Advertisement

Mir Crew Awaits Arrival of Cargo Capsule, Readies for Repair Mission

Share
TIMES STAFF WRITER

As an unmanned cargo capsule hurtled toward the crippled Mir space station with repair tools Saturday, U.S. astronaut Michael Foale and his two Russian colleagues readied for a perilous mission that could make or break Russia’s manned space program.

The Progress craft ferrying vital supplies and life-support equipment is expected to dock with Mir early Monday. The three Mir crewmen will then have 10 days to plan and practice for a spacewalk in the dark, cramped Spektr research module that was punctured and depressurized in a June 25 accident.

Adding to the tension and drama surrounding the worst disaster in Mir’s troubled 11-year history, veteran NASA astronaut Frank Culbertson disclosed in Florida on Saturday that hazardous substances may be floating inside Spektr that could imperil the crewmen when they try to repair the damage.

Advertisement

Mir commander Vasily Tsibliyev has reported hearing thumping noises inside Spektr and seeing “a cloud of little white flakes” escaping from the ruptured component into open space, Culbertson told journalists at a news conference in Cape Canaveral.

Mission controllers speculate that Spektr may be leaking radiator fluid or that one of the scientific experiments underway inside the module when it was struck by a cargo drone may have exploded and released a substance.

“We are very concerned about what was in that module, what might have ruptured and what the impact might be on the suited crew members,” Culbertson said, alluding to the planned spacewalk in Spektr later this month.

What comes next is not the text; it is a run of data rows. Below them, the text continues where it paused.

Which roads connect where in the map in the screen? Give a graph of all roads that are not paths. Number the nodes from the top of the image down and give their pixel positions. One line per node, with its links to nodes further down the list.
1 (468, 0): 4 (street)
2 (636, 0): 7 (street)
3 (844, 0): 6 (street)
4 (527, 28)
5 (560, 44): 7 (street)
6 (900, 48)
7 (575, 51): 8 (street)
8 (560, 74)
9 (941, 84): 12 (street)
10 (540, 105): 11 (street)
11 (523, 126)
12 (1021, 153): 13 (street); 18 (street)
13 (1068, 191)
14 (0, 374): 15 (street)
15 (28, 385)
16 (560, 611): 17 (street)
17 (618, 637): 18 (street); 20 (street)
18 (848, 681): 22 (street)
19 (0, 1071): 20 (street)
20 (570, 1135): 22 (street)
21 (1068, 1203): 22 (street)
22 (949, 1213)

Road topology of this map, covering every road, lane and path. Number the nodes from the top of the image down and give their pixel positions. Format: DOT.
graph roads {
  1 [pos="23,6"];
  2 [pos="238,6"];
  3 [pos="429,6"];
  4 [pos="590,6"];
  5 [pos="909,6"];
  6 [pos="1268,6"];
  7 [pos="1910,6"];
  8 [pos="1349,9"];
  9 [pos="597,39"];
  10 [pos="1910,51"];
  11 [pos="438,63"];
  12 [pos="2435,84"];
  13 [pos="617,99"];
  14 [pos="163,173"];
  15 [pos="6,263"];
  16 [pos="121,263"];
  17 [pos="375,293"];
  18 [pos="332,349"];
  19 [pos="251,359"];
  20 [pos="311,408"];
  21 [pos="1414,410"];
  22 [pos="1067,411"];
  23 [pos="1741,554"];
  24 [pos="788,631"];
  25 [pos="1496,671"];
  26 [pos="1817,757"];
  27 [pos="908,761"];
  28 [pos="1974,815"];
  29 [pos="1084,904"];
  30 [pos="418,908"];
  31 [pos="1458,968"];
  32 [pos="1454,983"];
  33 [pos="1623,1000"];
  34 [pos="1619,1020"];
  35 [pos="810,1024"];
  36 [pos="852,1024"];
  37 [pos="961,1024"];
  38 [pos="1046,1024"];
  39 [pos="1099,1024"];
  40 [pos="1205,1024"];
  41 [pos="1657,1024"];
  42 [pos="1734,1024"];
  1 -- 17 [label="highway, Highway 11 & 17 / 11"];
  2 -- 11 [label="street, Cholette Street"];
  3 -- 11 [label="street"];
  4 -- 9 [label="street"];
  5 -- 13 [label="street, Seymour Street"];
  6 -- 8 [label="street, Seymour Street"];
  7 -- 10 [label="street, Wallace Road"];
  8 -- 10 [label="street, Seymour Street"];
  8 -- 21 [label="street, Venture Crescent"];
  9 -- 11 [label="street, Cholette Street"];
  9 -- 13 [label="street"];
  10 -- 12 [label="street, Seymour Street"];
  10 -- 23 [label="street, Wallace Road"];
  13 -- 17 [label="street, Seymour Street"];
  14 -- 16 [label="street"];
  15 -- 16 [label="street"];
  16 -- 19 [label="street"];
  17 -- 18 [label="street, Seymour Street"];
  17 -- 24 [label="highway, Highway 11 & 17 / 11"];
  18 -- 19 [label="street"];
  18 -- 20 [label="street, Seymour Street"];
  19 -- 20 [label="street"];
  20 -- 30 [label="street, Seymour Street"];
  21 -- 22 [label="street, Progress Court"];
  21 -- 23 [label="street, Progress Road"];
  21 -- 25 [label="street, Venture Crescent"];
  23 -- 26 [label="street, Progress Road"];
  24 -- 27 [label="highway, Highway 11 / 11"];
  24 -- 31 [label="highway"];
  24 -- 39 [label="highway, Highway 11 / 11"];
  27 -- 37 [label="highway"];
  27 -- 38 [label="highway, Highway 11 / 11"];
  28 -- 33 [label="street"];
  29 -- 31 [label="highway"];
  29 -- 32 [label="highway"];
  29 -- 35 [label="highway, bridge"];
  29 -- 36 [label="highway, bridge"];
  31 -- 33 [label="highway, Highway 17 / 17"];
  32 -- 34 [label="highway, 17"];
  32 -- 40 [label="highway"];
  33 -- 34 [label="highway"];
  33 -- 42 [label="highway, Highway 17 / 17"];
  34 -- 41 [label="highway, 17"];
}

The complexity of the repair mission became clear Friday with Russian mission control’s decision to delay the operation until at least July 17 so the repair work can be successfully simulated first on the ground.

The consequences of failure are also becoming increasingly apparent: If the three spacemen cannot restore Mir to working order and are forced to flee in the attached Soyuz escape capsule, the power-starved Mir would soon fall from its orbit and plunge back to Earth in a menacing hulk of burning space junk--taking the last hopes for Russia’s space program with it.

Mir is the world’s only manned space station, and as such provides a crucial training center for the international space station Alpha, which is expected to go into operation in 1999.

Advertisement

To keep the cash-strapped Russian space program involved in the Alpha project, NASA has been subsidizing Mir with more than $470 million for cooperative exploration and research projects.

But since Tsibliyev accidentally piloted an overweight cargo drone into Spektr during a manual-docking experiment, the space station has been too short of power for any scientific work to continue and the crewmen have been too distracted by malfunctions to perform the research work for which the station was intended.

Foale, Tsibliyev and flight engineer Alexander Lazutkin repeatedly have had to fire up Mir’s rocket engines to keep the space station in proper alignment with the sun to feed energy to its solar panels. Four of the station’s 10 solar panels were knocked out of use by the accident, forcing the crewmen into a power-rationing routine.

*

Russian and U.S. space officials have sought to cast conditions aboard Mir as demanding but not directly threatening to the lives of the crewmen. But some concede privately that both space programs are under pressure to put every effort into rescuing Mir because abandoning the space station would be a setback to preparations for Alpha missions and would likely deal a death blow to Russia’s limping presence in the cosmos.

“There is too much riding on the fate of Mir for anyone to pull out” before every effort has been made to restore normal functions, said one Western official here.

In addition to the damage inflicted by the docking accident, Mir has been suffering problems with its navigational system. A power-management computer has at least twice switched off energy to the gyroscopes that keep the station’s solar panels oriented toward the sun, forcing the crewmen to use the rocket engines and precious fuel to keep the craft aligned correctly. New stores of fuel are en route aboard the Progress capsule.

Advertisement

The supply ferry, which blasted off from the Baikonur cosmodrome in Kazakhstan early Saturday, is also carrying special spacesuits and cables for rewiring the isolated solar panels to the main power grid.

To reconnect the idled batteries and get Mir back to working order, Tsibliyev and Lazutkin will have to don pressurized spacesuits, crawl through a 2-foot-wide hatch into Spektr and find battery contacts in the darkened module without brushing up against any equipment or sharp-edged contents floating about. Foale’s belongings and most of the NASA computers, data and equipment were in Spektr when it was damaged.

The Progress capsule is also carrying “additional lumination facilities” and alternative spacesuits, the Itar-Tass news agency reported. One repair scenario under consideration would have the two Russians don older, snugger suits for working inside Spektr to reduce the risk of the protective clothing being ripped or damaged by ambient substances, thus exposing the cosmonauts to the deadly vacuum of space.

Despite Mir’s problems, Foale was reported to be in good health and humor during two brief ham radio chats with the commander of the space shuttle Columbia.

Columbia, on the fifth day of its mission, is due back to Earth on July 17.